Abstract

Introduction: Commonly accepted clinical classification of arrhythmogenic right ventricular cardiomyopathy (ARVC) is still not developed. Objective: To study the clinical forms of ARVC. Methods: Fifty-four patients (38.7 ± 14.1 years, 42.6% men) with ARVC. Follow-up period: 21 (6–60) months. All patients underwent electrocardiography, 24 h-Holter monitoring, echocardiography, and DNA diagnostic. Magnetic resonance imaging was performed in 49 patients.
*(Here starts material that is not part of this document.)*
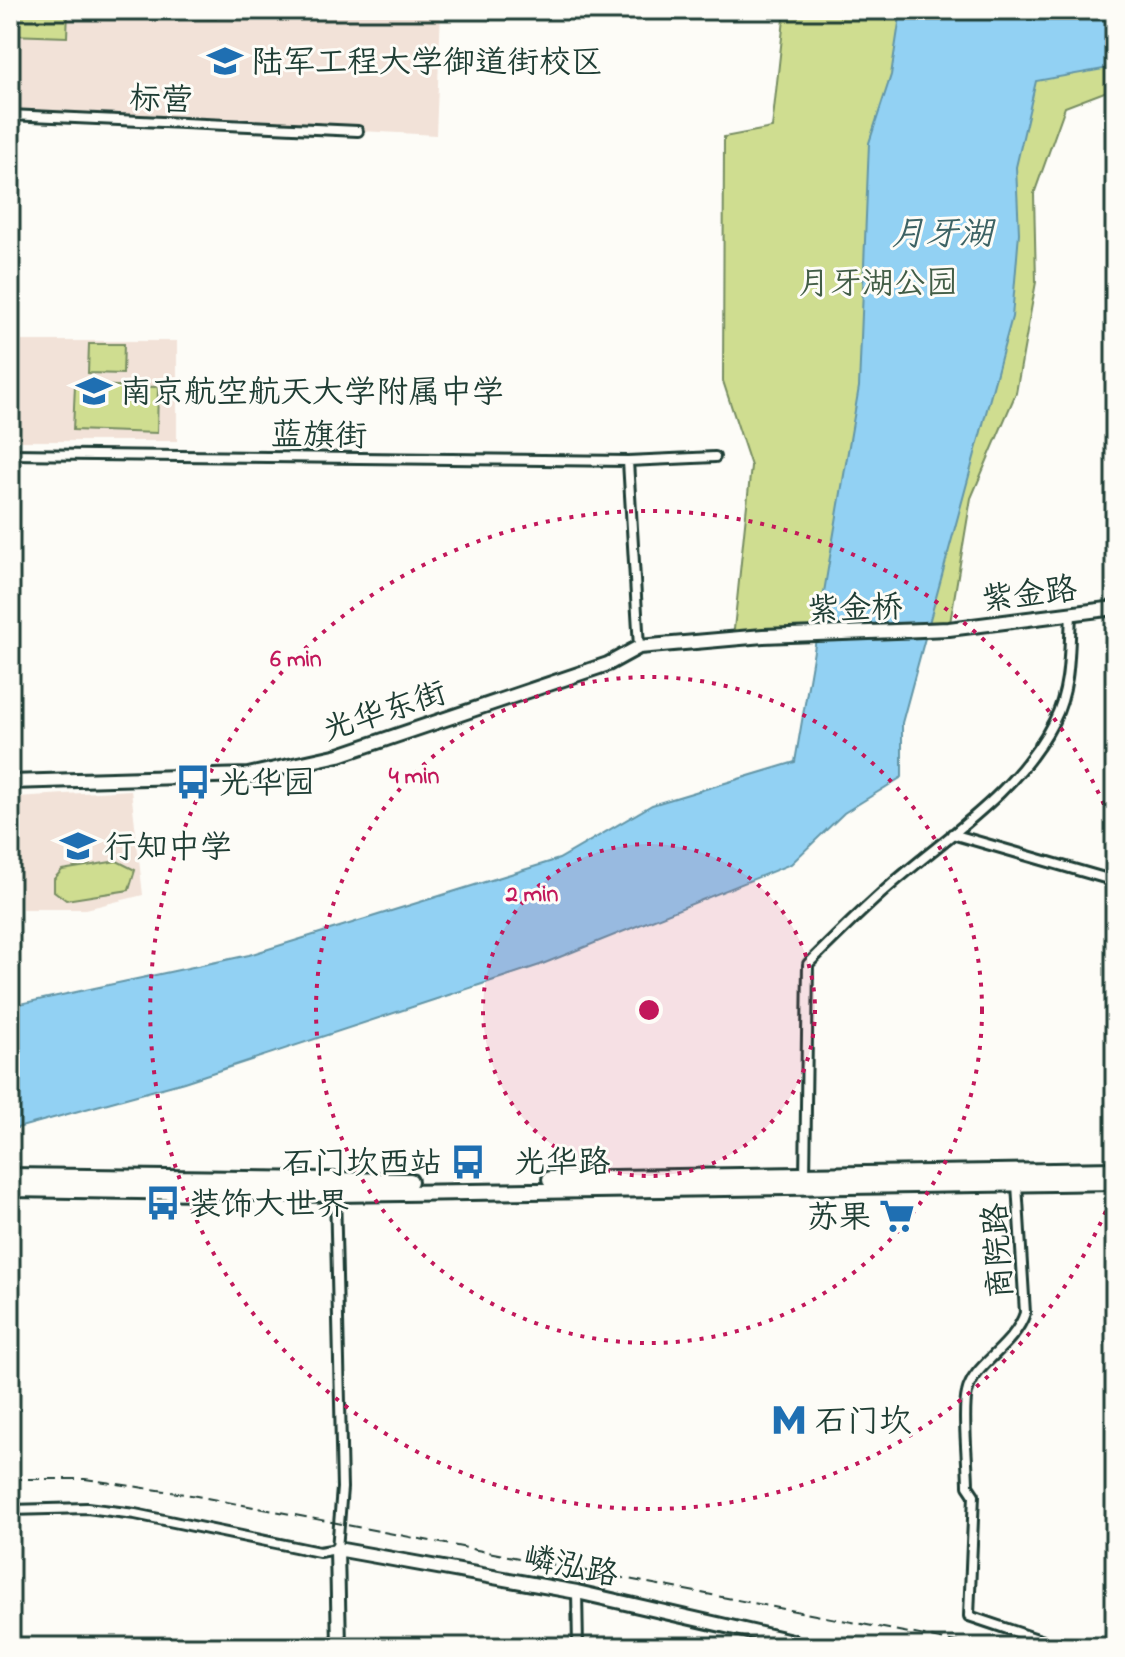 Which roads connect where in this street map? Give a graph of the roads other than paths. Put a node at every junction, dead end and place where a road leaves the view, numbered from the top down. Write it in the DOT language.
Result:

Results: According to the features of clinical course of ARVC, 4 clinical forms were identified. (I) Latent arrhythmic form (n = 27) – frequent premature ventricular contractions and/or nonsustained ventricular tachycardia (VT) in the absence of sustained VT and syncope; characterized by absence of fatal arrhythmic events. (II) Manifested arrhythmic form (n = 11) – sustained VT/ventricular fibrillation; the high incidence of appropriate implantation of cardioverter-defibrillator (ICD) interventions (75%) registered. (III) ARVC with progressive chronic heart failure (CHF, n = 8) as the main manifestation of the disease; incidence of appropriate ICD interventions was 50%, mortality rate due to CHF was 25%. (IV) Combination of ARVC with left ventricular noncompaction (n = 8); characterized by mutations in desmosomal or sarcomere genes, aggressive ventricular arrhythmias, appropriate ICD interventions in 100% patients. Described 4 clinical forms are stable in time, do not transform into each other, and they are genetically determined. Conclusions: The described clinical forms of ARVC are determined by a combination of genetic and environmental factors and do not transform into each other. The proposed classification could be used in clinical practice to determine the range of diagnostic and therapeutic measures and to assess the prognosis of the disease in a particular patient.